* Aim of the exercise
Repeat the data exactly, please.

Stored data:
+++++
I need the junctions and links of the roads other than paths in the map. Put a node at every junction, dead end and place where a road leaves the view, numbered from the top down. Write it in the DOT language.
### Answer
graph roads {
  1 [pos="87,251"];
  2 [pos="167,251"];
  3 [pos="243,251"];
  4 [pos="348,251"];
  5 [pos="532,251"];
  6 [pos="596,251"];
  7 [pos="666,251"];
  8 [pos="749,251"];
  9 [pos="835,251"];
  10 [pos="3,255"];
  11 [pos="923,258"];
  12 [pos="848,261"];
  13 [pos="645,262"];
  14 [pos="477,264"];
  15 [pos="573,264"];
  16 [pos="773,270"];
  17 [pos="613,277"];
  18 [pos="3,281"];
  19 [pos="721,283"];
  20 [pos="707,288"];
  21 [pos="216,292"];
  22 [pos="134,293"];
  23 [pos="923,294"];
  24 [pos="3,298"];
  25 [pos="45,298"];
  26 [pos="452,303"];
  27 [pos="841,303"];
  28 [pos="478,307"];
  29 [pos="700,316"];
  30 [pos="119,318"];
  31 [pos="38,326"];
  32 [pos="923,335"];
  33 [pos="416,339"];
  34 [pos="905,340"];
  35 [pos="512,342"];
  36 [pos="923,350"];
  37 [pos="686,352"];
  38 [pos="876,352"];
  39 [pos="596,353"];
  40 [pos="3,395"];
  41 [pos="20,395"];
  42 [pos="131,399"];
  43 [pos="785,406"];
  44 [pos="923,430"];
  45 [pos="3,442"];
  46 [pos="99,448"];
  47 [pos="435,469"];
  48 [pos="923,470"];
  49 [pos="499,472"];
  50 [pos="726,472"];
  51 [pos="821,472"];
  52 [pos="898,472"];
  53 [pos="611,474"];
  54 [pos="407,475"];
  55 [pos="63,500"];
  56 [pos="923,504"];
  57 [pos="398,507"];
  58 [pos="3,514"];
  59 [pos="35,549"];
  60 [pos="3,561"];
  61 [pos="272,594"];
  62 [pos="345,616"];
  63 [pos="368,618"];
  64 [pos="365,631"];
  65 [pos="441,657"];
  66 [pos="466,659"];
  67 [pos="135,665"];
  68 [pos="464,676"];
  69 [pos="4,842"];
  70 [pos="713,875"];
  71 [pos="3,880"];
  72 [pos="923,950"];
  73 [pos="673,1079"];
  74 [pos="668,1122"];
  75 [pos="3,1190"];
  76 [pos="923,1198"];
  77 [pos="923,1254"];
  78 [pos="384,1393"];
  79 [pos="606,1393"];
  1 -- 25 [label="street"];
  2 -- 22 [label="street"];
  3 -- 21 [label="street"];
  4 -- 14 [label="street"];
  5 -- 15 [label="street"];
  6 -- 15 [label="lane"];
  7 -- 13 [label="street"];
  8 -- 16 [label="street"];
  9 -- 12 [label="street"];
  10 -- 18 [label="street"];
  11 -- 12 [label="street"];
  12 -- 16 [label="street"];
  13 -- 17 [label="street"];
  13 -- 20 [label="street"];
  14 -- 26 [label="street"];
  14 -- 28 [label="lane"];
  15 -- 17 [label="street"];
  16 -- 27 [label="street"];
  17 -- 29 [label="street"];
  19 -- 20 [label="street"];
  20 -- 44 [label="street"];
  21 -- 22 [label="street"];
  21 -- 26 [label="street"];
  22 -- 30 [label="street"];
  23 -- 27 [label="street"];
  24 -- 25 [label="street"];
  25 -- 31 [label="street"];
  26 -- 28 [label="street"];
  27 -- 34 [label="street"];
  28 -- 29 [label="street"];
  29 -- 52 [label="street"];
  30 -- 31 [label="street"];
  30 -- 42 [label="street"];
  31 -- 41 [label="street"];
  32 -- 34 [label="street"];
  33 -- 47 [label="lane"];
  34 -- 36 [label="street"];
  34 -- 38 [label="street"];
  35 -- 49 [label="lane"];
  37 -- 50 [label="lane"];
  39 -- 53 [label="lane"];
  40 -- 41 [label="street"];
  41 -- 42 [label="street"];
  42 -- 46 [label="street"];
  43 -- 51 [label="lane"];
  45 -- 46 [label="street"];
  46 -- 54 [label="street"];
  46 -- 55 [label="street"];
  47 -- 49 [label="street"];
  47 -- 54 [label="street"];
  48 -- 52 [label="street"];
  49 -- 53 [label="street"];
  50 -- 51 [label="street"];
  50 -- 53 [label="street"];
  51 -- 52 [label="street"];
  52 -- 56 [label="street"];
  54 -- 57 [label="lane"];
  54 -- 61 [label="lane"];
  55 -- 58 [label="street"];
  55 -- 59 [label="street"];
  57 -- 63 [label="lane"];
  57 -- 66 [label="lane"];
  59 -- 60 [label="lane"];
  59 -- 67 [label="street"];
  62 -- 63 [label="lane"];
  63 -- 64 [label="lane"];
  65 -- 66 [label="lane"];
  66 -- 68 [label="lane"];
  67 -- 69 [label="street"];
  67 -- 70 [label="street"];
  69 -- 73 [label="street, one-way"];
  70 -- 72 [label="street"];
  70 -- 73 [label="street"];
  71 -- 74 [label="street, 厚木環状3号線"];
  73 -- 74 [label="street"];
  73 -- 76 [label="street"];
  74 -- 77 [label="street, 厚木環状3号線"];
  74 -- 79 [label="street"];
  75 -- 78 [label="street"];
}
+++++
* Solution to this problem
I need the junctions and links of the roads other than paths in the map. Put a node at every junction, dead end and place where a road leaves the view, numbered from the top down. Write it in the DOT language.
### Answer
graph roads {
  1 [pos="87,251"];
  2 [pos="167,251"];
  3 [pos="243,251"];
  4 [pos="348,251"];
  5 [pos="532,251"];
  6 [pos="596,251"];
  7 [pos="666,251"];
  8 [pos="749,251"];
  9 [pos="835,251"];
  10 [pos="3,255"];
  11 [pos="923,258"];
  12 [pos="848,261"];
  13 [pos="645,262"];
  14 [pos="477,264"];
  15 [pos="573,264"];
  16 [pos="773,270"];
  17 [pos="613,277"];
  18 [pos="3,281"];
  19 [pos="721,283"];
  20 [pos="707,288"];
  21 [pos="216,292"];
  22 [pos="134,293"];
  23 [pos="923,294"];
  24 [pos="3,298"];
  25 [pos="45,298"];
  26 [pos="452,303"];
  27 [pos="841,303"];
  28 [pos="478,307"];
  29 [pos="700,316"];
  30 [pos="119,318"];
  31 [pos="38,326"];
  32 [pos="923,335"];
  33 [pos="416,339"];
  34 [pos="905,340"];
  35 [pos="512,342"];
  36 [pos="923,350"];
  37 [pos="686,352"];
  38 [pos="876,352"];
  39 [pos="596,353"];
  40 [pos="3,395"];
  41 [pos="20,395"];
  42 [pos="131,399"];
  43 [pos="785,406"];
  44 [pos="923,430"];
  45 [pos="3,442"];
  46 [pos="99,448"];
  47 [pos="435,469"];
  48 [pos="923,470"];
  49 [pos="499,472"];
  50 [pos="726,472"];
  51 [pos="821,472"];
  52 [pos="898,472"];
  53 [pos="611,474"];
  54 [pos="407,475"];
  55 [pos="63,500"];
  56 [pos="923,504"];
  57 [pos="398,507"];
  58 [pos="3,514"];
  59 [pos="35,549"];
  60 [pos="3,561"];
  61 [pos="272,594"];
  62 [pos="345,616"];
  63 [pos="368,618"];
  64 [pos="365,631"];
  65 [pos="441,657"];
  66 [pos="466,659"];
  67 [pos="135,665"];
  68 [pos="464,676"];
  69 [pos="4,842"];
  70 [pos="713,875"];
  71 [pos="3,880"];
  72 [pos="923,950"];
  73 [pos="673,1079"];
  74 [pos="668,1122"];
  75 [pos="3,1190"];
  76 [pos="923,1198"];
  77 [pos="923,1254"];
  78 [pos="384,1393"];
  79 [pos="606,1393"];
  1 -- 25 [label="street"];
  2 -- 22 [label="street"];
  3 -- 21 [label="street"];
  4 -- 14 [label="street"];
  5 -- 15 [label="street"];
  6 -- 15 [label="lane"];
  7 -- 13 [label="street"];
  8 -- 16 [label="street"];
  9 -- 12 [label="street"];
  10 -- 18 [label="street"];
  11 -- 12 [label="street"];
  12 -- 16 [label="street"];
  13 -- 17 [label="street"];
  13 -- 20 [label="street"];
  14 -- 26 [label="street"];
  14 -- 28 [label="lane"];
  15 -- 17 [label="street"];
  16 -- 27 [label="street"];
  17 -- 29 [label="street"];
  19 -- 20 [label="street"];
  20 -- 44 [label="street"];
  21 -- 22 [label="street"];
  21 -- 26 [label="street"];
  22 -- 30 [label="street"];
  23 -- 27 [label="street"];
  24 -- 25 [label="street"];
  25 -- 31 [label="street"];
  26 -- 28 [label="street"];
  27 -- 34 [label="street"];
  28 -- 29 [label="street"];
  29 -- 52 [label="street"];
  30 -- 31 [label="street"];
  30 -- 42 [label="street"];
  31 -- 41 [label="street"];
  32 -- 34 [label="street"];
  33 -- 47 [label="lane"];
  34 -- 36 [label="street"];
  34 -- 38 [label="street"];
  35 -- 49 [label="lane"];
  37 -- 50 [label="lane"];
  39 -- 53 [label="lane"];
  40 -- 41 [label="street"];
  41 -- 42 [label="street"];
  42 -- 46 [label="street"];
  43 -- 51 [label="lane"];
  45 -- 46 [label="street"];
  46 -- 54 [label="street"];
  46 -- 55 [label="street"];
  47 -- 49 [label="street"];
  47 -- 54 [label="street"];
  48 -- 52 [label="street"];
  49 -- 53 [label="street"];
  50 -- 51 [label="street"];
  50 -- 53 [label="street"];
  51 -- 52 [label="street"];
  52 -- 56 [label="street"];
  54 -- 57 [label="lane"];
  54 -- 61 [label="lane"];
  55 -- 58 [label="street"];
  55 -- 59 [label="street"];
  57 -- 63 [label="lane"];
  57 -- 66 [label="lane"];
  59 -- 60 [label="lane"];
  59 -- 67 [label="street"];
  62 -- 63 [label="lane"];
  63 -- 64 [label="lane"];
  65 -- 66 [label="lane"];
  66 -- 68 [label="lane"];
  67 -- 69 [label="street"];
  67 -- 70 [label="street"];
  69 -- 73 [label="street, one-way"];
  70 -- 72 [label="street"];
  70 -- 73 [label="street"];
  71 -- 74 [label="street, 厚木環状3号線"];
  73 -- 74 [label="street"];
  73 -- 76 [label="street"];
  74 -- 77 [label="street, 厚木環状3号線"];
  74 -- 79 [label="street"];
  75 -- 78 [label="street"];
}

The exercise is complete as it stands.